Menurut pendapat alumni dalam diskusi kali ini, kebetulan orangnya juga sudah 20 tahun di Pertamina dan satunya lagi 15 tahun di PLN, konsumsi energi nasional terus naik tetapi produksi lini primer energi berupa minyak dan batu bara yang terus menurun secara eksponensial dapat menjadikan Pertamina bisa kolaps 20-30 tahun mendatang. Ini artinya energi terbarukan harus segera diurus dengan perencanaan yang sistematis dan berkelanjutan agar meningkatkan produksi energi nasional dan mengurangi beban negara di masa selanjutya.
Namun, karena hal itu juga muncullah permasalahan ketika PLN yang di awal millenium mencoba masuk menjadi pemain di arah hulu sektor energi terbarukan lewat mikrohidro dan kini merambah ke tenaga bayu atau angin. Pertamina yang sebelumnya bermain di lini gas alam sebagai energi terbarukan mulai terusik dengan keberadapan PLN. Hal ini dikarenakan lahan untuk bermain di sektor energi terbarukan, contohnya tenaga surya, sangatlah menjanjikan di Indonesia. Ditunjang juga oleh fakta bahwa sektor utama Pertamina yang berupa minyak turunnya di tren yang cukup mengkhawatirkan untuk tetap bisa sustainable di masa mendatang.
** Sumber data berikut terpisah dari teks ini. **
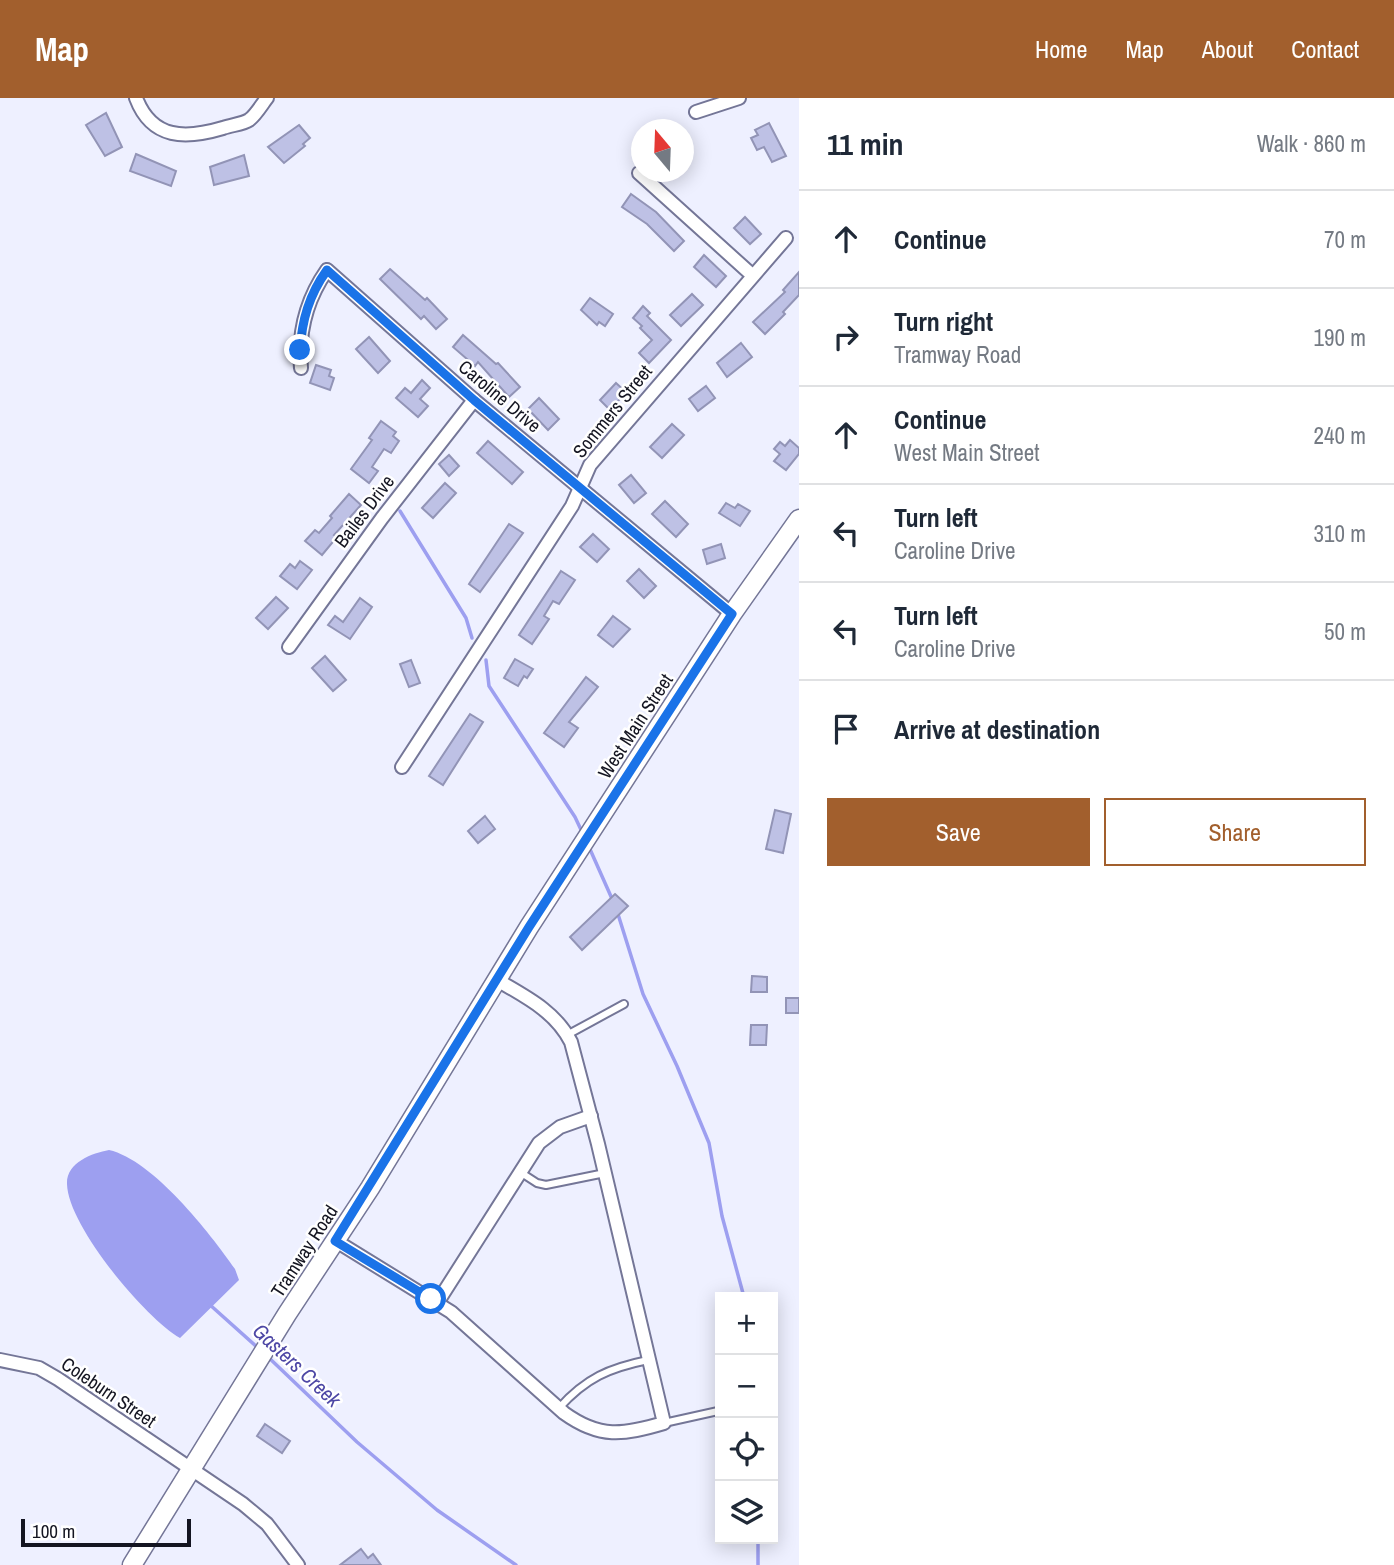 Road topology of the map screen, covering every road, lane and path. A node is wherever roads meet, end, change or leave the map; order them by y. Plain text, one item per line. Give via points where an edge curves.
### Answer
1 (136, 98) edge
2 (267, 98) edge
3 (739, 98) edge
4 (696, 112) dead end
5 (649, 182) edge
6 (786, 238) dead end
7 (752, 275) junction
8 (301, 368) dead end
9 (474, 400) junction
10 (580, 488) junction
11 (799, 519) edge
12 (732, 614) junction
13 (289, 647) dead end
14 (402, 767) dead end
15 (510, 959) joint
16 (497, 979) junction
17 (624, 1004) dead end
18 (567, 1035) junction
19 (591, 1116) junction
20 (520, 1172) junction
21 (605, 1173) junction
22 (335, 1241) junction
23 (437, 1303) junction
24 (0, 1360) edge
25 (648, 1360) junction
26 (559, 1408) junction
27 (715, 1412) edge
28 (664, 1423) junction
29 (191, 1470) junction
30 (132, 1565) edge
31 (298, 1565) edge

1 - 2 street via 155,126 178,136 249,120
3 - 4 street
5 - 7 street
6 - 7 street, Sommers Street
7 - 10 street, Sommers Street via 590,465
8 - 9 street, Caroline Drive via 304,316 327,270
9 - 10 street, Caroline Drive
9 - 13 street, Bailes Drive
10 - 12 street, Caroline Drive
10 - 14 street, Sommers Street
11 - 12 main road, West Main Street
12 - 15 main road, West Main Street
15 - 16 main road, Tramway Road
16 - 18 street via 542,1007
16 - 22 main road, Tramway Road
17 - 18 lane
18 - 19 street
19 - 20 street via 548,1134
19 - 21 street
20 - 21 lane via 547,1185
20 - 23 street
21 - 25 street
22 - 23 street
22 - 29 main road, Tramway Road
23 - 26 street
24 - 29 street, Coleburn Street via 39,1368
25 - 26 lane via 590,1379
25 - 28 street
26 - 28 street via 580,1424 612,1434
27 - 28 lane
29 - 30 main road, Tramway Road
29 - 31 street, Coleburn Street via 267,1524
Skenario yang terjadi mengerucut menjadi beberapa hal. Salah satunya apabila Pertamina tidak bisa mengambil sektor energi terbarukan menjadi lini bisnis utama di masa depan, maka kita boleh mengucap sayonara untuk Pertamina di masa sekarang. Untuk PLN, skenario yang terjadi sungguhlah menguntungkan, dengan masih bermain di wilayah hilir, tanpa bermain di hulu energi terbarukan pun PLN diyakini masih mampu bertahan dengan masa depan yang lebih cerah.

Pemerintah lewat Kementerian ESDM memang telah membentuk satuan kerja yaitu EBTKE (Energi Baru Terbarukan dan Konservasi Energi) untuk mengurus segala bentuk birokrasi yang diharapkan memudahkan untuk menangani sektor energi terbarukan ke depan. Namun, upaya yang ada harus didukung dan digenjot lebih lagi terutama untuk memberikan kebijakan terbaik, dengan "menyelamatkan" Pertamina dari jurang kekolapsan, atau memberikan kelonggaran ke PLN yang kita tahu sekarang kondisi perputaran duit, dll. begitu sehat dan mengesankan, atau menjadikan kompetisi yang kompetitif untuk PLN dan Pertamina memberikan kekuatan yang dimilikinya untuk bertarung memberikan produk energi terbarukan berkualitas.
Hal ini tentunya menjadi hal yang mafhum untuk segala bisnis di masa sekarang. Kalau saya boleh didengarkan usulnya, saya usulkan agar kedua korporasi tersebut belajar mengkoreksi dirinya untuk mendisrupsi segala hal disekitarnya. Bahkan kalau perlu mendisrupsi dirinya sendiri, agar mampu tetap bertahan dan keluar dari masa yang sulit, khususnya Pertamina. Cepat atau lambat, korporasi negara yang besar, selama ini dikritik oleh banyak pakar ekonomi dirasa terlalu nyaman di daerahnya sendiri, akan terdisrupsi dengan segala perkembangan bisnis dan sains yang tak mengenal ampun.
Pertamina dan PLN harus bekerja sama dan menggunakan prinsip sharing economy dan sharing bussiness, yang lazim di zaman Gojek dan AirBnb ini, untuk mengurangi biaya produksi dan menggenjot banyak produknya di bidang renewable energy. Apabila presentase energi terbarukan yang digunakan bisa mengimbangi energi tidak terbarukan semacam minyak, maka setidaknya Pertamina dan unit kerja yang berhubungan di dalamnya bisa kita lihat kiprahnya untuk tetap bernafas lebih lama lagi.